- Today's surgical plan:
All involved, neuro/ortho feel that a full exploritory surgery to find the leak is too risky. There are 4 likely places the leak could be * the site that tore and was repaired in the lumbar spine on nov 13th, the site that tore and was repaired during the june surgery, * the front portion of the spinal cord where it had to be released from the vertebral column in previous surgery * the thorasic nerve root that was removed in order to place the cage in june. Because of severe anatomical differences and scar tissue from his spina bifida and the previous surgeries they have to work from the top ( normal dura ) down and would be too invasive, make his long scar even longer and be too risky. Of these 4 sites most likely 2 of them could be very difficult to fix. The fear also with this method is that although his ventricular pressures are now "in the high normal limits"... that even if they found the tear and repaired it that the high normal pressure would still be to much and re tear the fix.

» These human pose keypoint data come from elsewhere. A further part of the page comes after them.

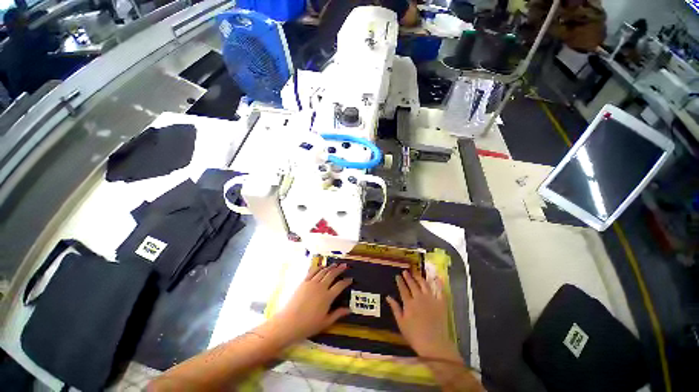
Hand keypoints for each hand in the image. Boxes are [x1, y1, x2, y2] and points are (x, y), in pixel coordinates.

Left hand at [267, 263, 352, 345]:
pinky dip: (319, 268)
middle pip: (332, 274)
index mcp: (327, 297)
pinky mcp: (304, 282)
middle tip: (344, 265)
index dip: (346, 281)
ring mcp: (312, 283)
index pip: (340, 285)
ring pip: (323, 271)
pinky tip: (322, 266)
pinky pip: (312, 272)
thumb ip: (338, 314)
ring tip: (335, 264)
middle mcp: (321, 287)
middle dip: (339, 269)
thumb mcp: (325, 322)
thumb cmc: (308, 325)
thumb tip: (349, 309)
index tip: (350, 279)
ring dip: (330, 267)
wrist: (288, 323)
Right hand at [386, 270, 462, 363]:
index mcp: (409, 303)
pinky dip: (438, 283)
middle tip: (405, 271)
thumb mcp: (401, 323)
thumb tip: (388, 296)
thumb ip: (395, 308)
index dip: (400, 281)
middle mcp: (419, 298)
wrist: (434, 344)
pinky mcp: (441, 303)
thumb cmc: (414, 335)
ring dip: (419, 277)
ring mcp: (431, 299)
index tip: (397, 276)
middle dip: (408, 277)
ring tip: (416, 273)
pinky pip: (439, 290)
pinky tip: (436, 278)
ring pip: (424, 284)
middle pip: (413, 284)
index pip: (403, 289)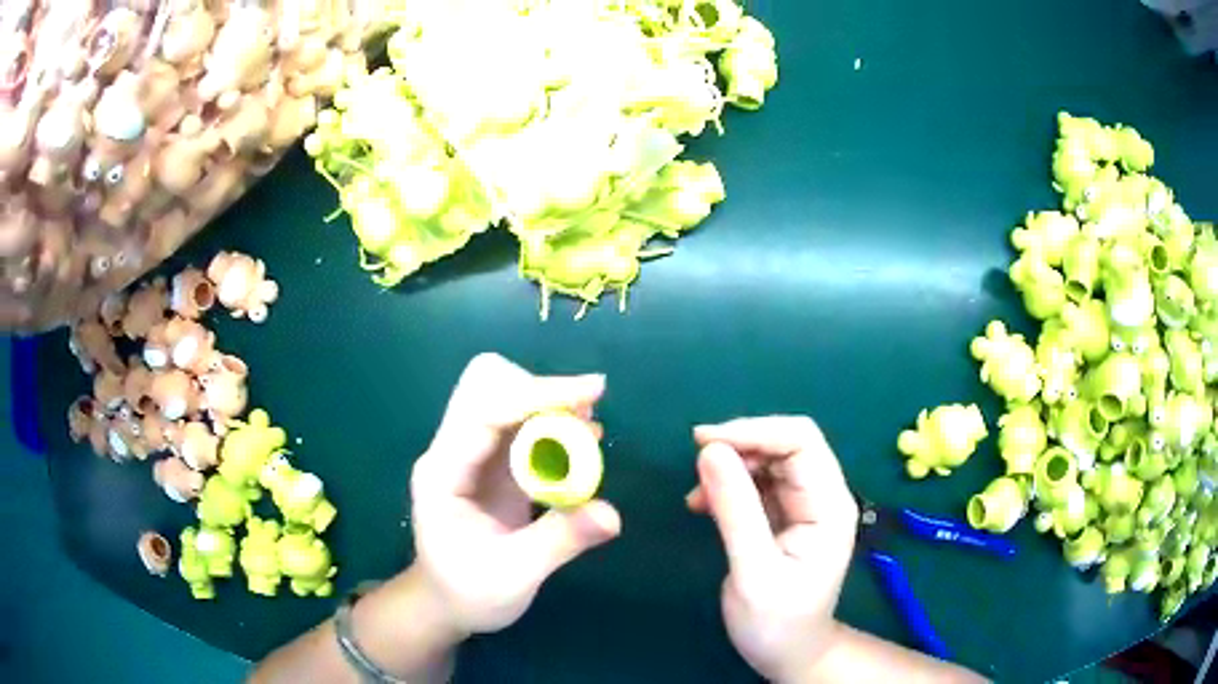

The plan we have decided to move forward with is to focus first on getting his ventricular pressures to "low normal". Also just opening the area of spine where we can actually see the leaking through the skin, and pray that it's there in the dura and obvious. If so Dr Reynolds will repair. ( Dr Li is not here, but has been consulted repeatedly throughout the last 24 hours and approved and tweaked our plan... Dr Reynolds comes with very good reports as well ) Thirdly the fascia, soft tissue, skin will be thouroughly reinforced from the inside out in layers, rather than just incisional stitches.
The next step to KEEP ventricular pressure low, so that if a dural repair is made it can stay intact, and if a significant leak can not be found and repaired that pressures are nice and low to slow the rate of leak. A slow leak contained within the body is minor problem as compared to any leak that has a channel to the outside world.... they are saying we are extremely lucky that through all of this, since mid november that he has not contracted central nervous system infection.
How do we keep the pressures low? He will again have an extraventricular drain / monitor. We will again be in PICU. Again, anytime he changes positions or moves the position of his head his monitor has to be zero'ed ( means a nurse comes to help with every single position change, even raising or lowering the height of his bed, or the angle of the head of his bed ) They are going to drain a significant amount of csf to decrease pressure, and watch him until monday or tuesday. If the lumbar leak no longer can find a way out of the back with the better repair down there and the created low pressure system we will know he's headed in the right direction.
We know that he needs lower pressure than the average kid, to protect the tears... so at this point if all has gone as planned on monday or tues a shunt will be placed. He will have 2 mechanisms in place to keep pressure low now... the shunt and the ETV. Today the resovoir will also be removed. Another important reason to wait to place the shunt other than to make sure the "low pressure fix" can be accomplished and that it actually works, is so that we can have 48 hours of clean csf cultures from time of last external leak. A shunt can be placed when there is infection or chance of infection.
This is where we are now.... below is how we got back here...
wednesday after discharge we had a nice 26 hours at home, some decorations were put on the tree, lots of hugs and cuddles were shared, and a sleep in our own beds.
- thursday afternoon we received the news that we knew we would, but we hoped we wouldn't. The lumbar leak was infact Cereb. Spinal Fluid (CSF).
- Neuro had instructed that this type of leak was not one that could be left unaddressed, that it wouldn't heal itself without intervention. If he was not showing symptoms or not leaking through the sutures / skin... then it could be done after Christmas, soon but not urgent.
- However thursday afternoon the CSF again began to escape through the incision and sutures. The risk of central nervous system infection is too great. The original plan from both Dr Li and Dr Sanders was that the dural tear would be repaired by ortho at home.... after evaluating the complexity of shea's case, the fact that Rochester neuro doesn't deal with ETV's, the fact that some staff at Strong didn't even know if Rochester neuro would take Shea back as a pt, and that Dr Sanders wanted a neurosug to be present during the procedure it became clear that Buffalo neurosurgery would again take point on this issue.
- by 5 pm on thurs after doctors had conferred "shea's" personal resident, Dr Meyers called and said Shea needed to be admitted that night so that cultures could be started, mri, bloodwork etc...
It's now Friday the 18th, one week before Christmas, and he has just been wheeled back to surgery. He tried to be so brave, but the tears and the screaming and calling out have come. I will see him in a few hours, but ohhh my heart is broken for him,... and for my family at home.... what this son of mine has been through.